As to the single circumstance of his dying by poison, there must be some other way of accounting for it than that which passes current with the public. The persons who poisoned him, if they did it through design, would undoubtedly have kept their own secret, since the making it known was their speedy destruction. If it

was the result of accident, we should not have heard the girl reasoning like a philosopher on the merit of her conduct. In a word, it seems to be involved in impenetrable darkness how, or by whom, he was poisoned, without admitting a number of absurdities, at which reason. recoils. Poisoned, however, he was, as he acknowledged on his death-bed, and therefore all that can be said with certainty is this: Mohammed having experienced the snare laid for him, either by mere accident or the superior sensibility of his palate, might perhaps think of turning this circum. stance to his advantage, or of allowing his followers to make as much of it as they could, in heightening his prophetic greatness. As there was probably none present but Bashar to witness what quantity he devoured, he might ascribe his escape to the immediate hand of God, whose prophet he pretended to be, and that he was placed beyond the reach of danger by his heavenly constituent. This idea might suppress his resentment, and induce him to make no minute inquiry after the cause of this calamity, having escaped himself.

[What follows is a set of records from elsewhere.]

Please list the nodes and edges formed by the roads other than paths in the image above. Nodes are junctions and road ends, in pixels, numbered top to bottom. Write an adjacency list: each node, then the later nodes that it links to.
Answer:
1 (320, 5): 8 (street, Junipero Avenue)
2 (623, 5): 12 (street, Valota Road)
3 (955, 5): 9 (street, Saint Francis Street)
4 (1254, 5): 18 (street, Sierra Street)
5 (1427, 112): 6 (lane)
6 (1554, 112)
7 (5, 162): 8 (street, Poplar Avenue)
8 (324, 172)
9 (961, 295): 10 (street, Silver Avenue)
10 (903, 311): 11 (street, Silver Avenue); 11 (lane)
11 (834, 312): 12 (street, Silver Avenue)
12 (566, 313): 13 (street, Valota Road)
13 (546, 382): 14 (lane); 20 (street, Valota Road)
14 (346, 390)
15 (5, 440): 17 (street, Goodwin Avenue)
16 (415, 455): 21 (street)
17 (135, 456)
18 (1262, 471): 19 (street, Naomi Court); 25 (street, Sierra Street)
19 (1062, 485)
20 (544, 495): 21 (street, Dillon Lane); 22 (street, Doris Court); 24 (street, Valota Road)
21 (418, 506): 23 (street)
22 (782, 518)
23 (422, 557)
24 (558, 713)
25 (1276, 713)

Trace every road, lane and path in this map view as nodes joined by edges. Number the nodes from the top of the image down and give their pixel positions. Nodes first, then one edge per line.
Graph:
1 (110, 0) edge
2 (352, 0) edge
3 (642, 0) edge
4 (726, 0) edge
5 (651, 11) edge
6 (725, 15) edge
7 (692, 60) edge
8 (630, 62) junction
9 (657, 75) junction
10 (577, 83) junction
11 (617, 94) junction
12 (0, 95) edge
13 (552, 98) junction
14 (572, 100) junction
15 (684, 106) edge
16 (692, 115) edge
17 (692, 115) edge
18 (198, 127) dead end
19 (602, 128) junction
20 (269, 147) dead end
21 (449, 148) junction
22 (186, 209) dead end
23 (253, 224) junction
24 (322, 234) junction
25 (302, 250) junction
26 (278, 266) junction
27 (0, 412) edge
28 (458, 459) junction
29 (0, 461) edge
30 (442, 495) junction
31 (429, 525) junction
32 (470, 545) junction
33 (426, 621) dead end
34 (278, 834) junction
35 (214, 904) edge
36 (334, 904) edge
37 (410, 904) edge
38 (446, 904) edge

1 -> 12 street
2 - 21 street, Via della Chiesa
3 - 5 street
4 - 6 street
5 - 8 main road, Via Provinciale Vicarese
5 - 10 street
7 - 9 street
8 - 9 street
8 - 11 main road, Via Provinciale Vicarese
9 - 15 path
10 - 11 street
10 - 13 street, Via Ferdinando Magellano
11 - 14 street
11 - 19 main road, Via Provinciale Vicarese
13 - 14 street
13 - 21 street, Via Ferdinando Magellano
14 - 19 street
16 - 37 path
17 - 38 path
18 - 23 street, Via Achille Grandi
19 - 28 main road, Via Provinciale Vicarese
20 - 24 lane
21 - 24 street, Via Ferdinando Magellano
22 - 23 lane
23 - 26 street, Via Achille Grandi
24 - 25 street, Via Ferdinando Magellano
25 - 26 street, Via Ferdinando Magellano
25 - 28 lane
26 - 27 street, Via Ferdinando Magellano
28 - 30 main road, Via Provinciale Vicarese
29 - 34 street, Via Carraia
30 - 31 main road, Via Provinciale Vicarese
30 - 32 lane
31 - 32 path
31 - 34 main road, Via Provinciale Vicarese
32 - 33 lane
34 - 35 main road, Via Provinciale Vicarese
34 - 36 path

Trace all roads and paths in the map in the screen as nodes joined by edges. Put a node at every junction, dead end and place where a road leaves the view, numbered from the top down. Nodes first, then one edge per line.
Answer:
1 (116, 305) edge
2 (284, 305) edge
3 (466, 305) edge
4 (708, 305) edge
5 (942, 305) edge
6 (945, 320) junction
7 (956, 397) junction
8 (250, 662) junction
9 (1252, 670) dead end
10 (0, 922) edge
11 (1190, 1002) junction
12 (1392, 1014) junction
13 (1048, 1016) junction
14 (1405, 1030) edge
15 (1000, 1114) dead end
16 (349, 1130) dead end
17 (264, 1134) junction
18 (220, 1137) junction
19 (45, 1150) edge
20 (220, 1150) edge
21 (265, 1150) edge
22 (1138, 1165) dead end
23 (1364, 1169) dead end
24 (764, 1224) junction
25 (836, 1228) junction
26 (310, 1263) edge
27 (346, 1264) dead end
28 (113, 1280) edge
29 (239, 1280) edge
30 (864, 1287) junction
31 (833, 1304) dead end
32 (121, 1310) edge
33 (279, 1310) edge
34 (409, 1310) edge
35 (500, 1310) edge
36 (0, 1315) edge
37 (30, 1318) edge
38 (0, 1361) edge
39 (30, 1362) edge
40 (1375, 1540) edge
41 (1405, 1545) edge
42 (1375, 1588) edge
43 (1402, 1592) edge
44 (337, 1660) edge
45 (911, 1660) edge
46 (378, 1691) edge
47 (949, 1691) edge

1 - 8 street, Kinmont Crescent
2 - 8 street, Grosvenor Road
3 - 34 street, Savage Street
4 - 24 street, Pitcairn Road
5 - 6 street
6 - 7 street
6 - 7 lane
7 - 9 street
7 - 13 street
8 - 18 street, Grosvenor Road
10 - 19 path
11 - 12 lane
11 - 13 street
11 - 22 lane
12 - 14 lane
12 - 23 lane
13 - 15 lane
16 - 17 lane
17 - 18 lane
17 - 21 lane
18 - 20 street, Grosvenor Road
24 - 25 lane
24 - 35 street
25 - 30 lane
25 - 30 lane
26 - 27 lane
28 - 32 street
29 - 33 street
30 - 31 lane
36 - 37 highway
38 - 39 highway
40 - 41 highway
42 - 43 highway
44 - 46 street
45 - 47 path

His followers having now a leader who was proof against poison, they would be still further persuaded of the truth of his mission. Had Mohammed stopped here, and observed the same cunning and privacy in his last moments, which distinguished him through life, his prophetic reputation would have been much augmented. If, instead of complaining bitterly to the mother of Bashar, that he felt the effects of the bit he had eaten at Khaibar, then corroding his very vitals, and hastening his dissolution, he had given out that his approaching death was the result of age and fatigue, bringing on that momentous period which is the common lot of humanity, his whole life would have been one consistent scheme of wickedness.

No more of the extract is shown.